** Description of the task **
Only lines with the string "dead" are wanted. Pull them out of the data.

•••••

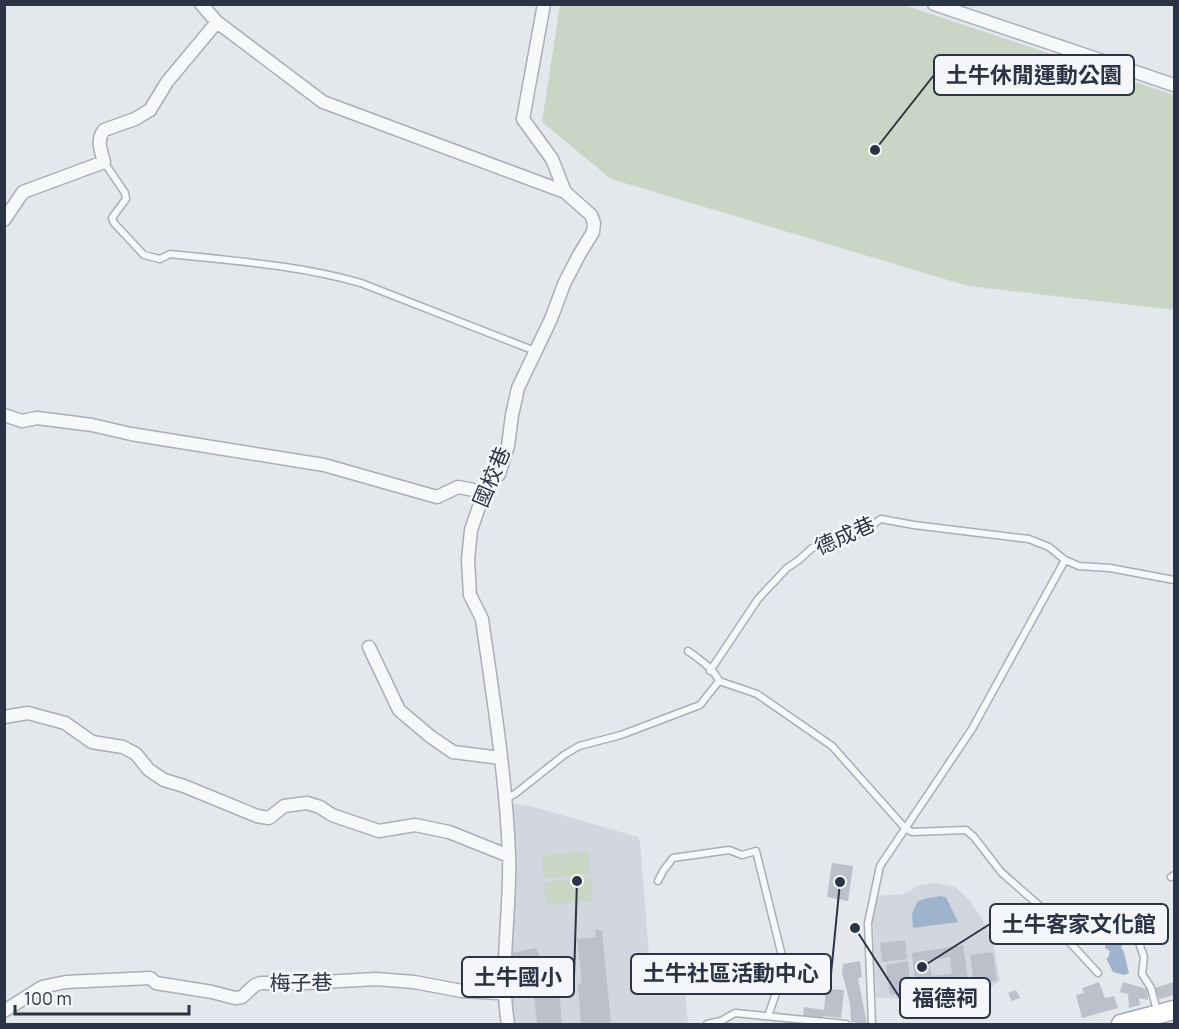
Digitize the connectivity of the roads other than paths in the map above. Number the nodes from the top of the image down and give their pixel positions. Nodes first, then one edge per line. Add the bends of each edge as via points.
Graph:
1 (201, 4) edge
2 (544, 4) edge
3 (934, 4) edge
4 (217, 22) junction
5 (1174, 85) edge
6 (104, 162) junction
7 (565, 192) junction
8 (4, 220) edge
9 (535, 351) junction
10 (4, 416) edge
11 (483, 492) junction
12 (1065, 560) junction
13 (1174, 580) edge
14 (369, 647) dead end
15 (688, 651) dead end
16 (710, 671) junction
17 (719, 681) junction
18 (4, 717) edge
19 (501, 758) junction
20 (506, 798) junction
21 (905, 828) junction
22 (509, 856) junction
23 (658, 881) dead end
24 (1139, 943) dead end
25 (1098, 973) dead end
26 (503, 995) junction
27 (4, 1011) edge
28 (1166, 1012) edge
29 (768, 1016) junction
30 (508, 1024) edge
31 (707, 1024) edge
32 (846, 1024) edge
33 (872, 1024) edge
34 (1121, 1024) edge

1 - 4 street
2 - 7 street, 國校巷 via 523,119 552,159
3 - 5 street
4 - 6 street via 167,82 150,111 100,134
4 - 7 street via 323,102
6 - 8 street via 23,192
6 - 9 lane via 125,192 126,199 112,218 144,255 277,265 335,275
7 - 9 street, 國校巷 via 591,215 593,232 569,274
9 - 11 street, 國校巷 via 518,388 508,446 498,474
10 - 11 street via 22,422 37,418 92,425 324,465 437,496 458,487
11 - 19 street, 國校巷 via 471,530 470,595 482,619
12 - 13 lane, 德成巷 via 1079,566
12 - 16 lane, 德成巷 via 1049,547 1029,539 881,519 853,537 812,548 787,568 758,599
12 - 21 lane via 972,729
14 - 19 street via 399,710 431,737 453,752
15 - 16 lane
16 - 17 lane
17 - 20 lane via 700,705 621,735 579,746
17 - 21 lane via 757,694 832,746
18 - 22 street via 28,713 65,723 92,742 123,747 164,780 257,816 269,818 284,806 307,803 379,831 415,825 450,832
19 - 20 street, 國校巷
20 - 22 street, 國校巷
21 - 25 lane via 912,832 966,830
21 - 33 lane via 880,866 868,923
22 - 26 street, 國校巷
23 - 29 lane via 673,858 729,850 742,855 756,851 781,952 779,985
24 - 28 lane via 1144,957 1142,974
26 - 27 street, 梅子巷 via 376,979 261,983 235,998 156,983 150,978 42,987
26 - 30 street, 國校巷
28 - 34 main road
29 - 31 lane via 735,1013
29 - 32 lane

•••••

** Written response **
14 (369, 647) dead end
15 (688, 651) dead end
23 (658, 881) dead end
24 (1139, 943) dead end
25 (1098, 973) dead end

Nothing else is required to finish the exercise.